Raymond Paredes supports the teachers but admits the strike is a bit of an inconvenience.

“They are the ones that help shape the youth for the future, and they get short-handed so many times by the city,” he says.

There are numerous schools set to stay open even if a strike takes place.

There are also programs at YMCAs and at Boys and Girls Clubs of Chicago.

The two sides held negotiations throughout the weekend. On Monday afternoon, teachers picked up strike placards and painted banners. Earlier in the day, parents and other supporters rallied across from Mayor Rahm Emanuel’s home. 


“Nobody wants to go on strike but I think the teachers finally said ‘Enough is enough,’” said Nate Rasmussen, a preschool teacher at Beasley Elementary School on the city’s South Side. He said the district’s 2013 closing of some 50 schools, layoffs of thousands of teachers in recent years and other spending cuts have made the job tougher.

Teachers have been without a contract since June 2015. The union wants no cuts to salary or benefits and an additional $200 million - or $500 per student - in spending to ensure adequate staffing and “to accommodate the needs of our children,” Lewis said on Friday.

CPS has said it is working within the framework of a January offer, which included pay increases and a cap on privately operated charter schools but would require teachers to contribute more to their pension costs. The union turned it down in February.

CPS officials say the district is facing serious financial constraints, due largely to soaring pension costs and a flawed state school funding formula.

Emanuel said Monday that both sides are trying to find a way to ensure school is in session Tuesday.

“The good news is, everybody’s got their sleeves rolled up working toward an honest agreement that reflects everybody’s interest,” he said. “My interests are to make sure our kids are in school learning and continue to make educational gains and do it in a way that reflects the budget constraints we’re all living under.”

About two-dozen people with Parents 4 Teachers rallied in Emanuel’s leafy Ravenswood neighborhood on the city’s North Side.

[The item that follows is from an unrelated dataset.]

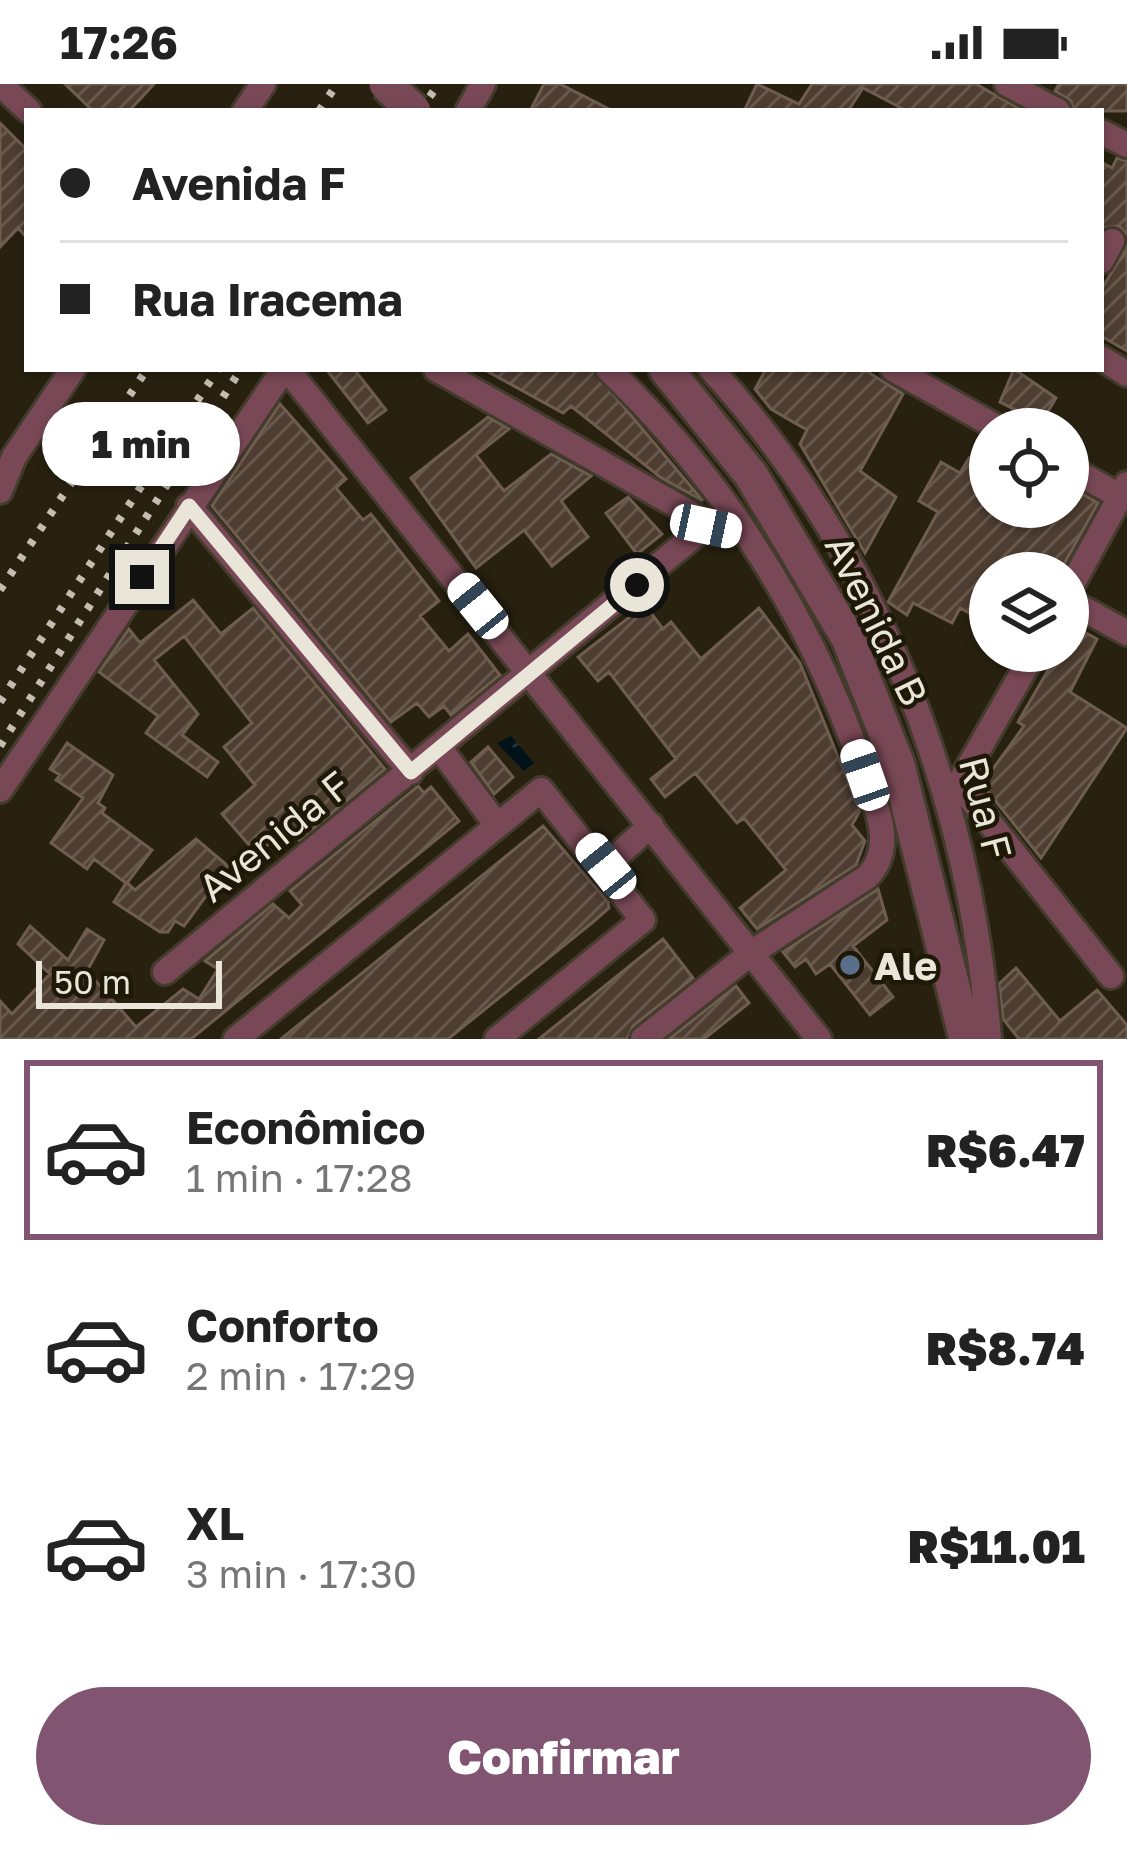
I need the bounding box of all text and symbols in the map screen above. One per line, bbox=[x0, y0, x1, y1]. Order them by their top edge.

Several children, off school due to Columbus Day, also were there.

Organizer Erica Hade has several children in the public school system and lives across the street from a school. She said she sees teachers arriving for work at 6 a.m. and leaving 12 hours later.

“How can parents not be supportive of teachers?” she said.

One theme struck by several at the rally was the perception that Emanuel focuses inordinately on wooing businesses to Chicago. At one point, protesters chanted, “Mayor Emanuel, we’re no fools. If there’s money for developers, there’s money for schools.”

People went door to door handing out cards that listed issues they saw as critical, such as enforceable class-size limits, a moratorium on charter-schools expansion and no cuts to teachers’ pay. Jim Tormey, a 52-year-old father of two children who attend CPS, spoke with the demonstrators. Afterward, he said he had some sympathy for teachers but that his feelings were mixed.

“There are ebbs and flows in that sympathy,” he said. “We love our teachers, but we want our kids not to miss school because of a strike.”

During the last major strike in 2012, teachers were out for seven school days.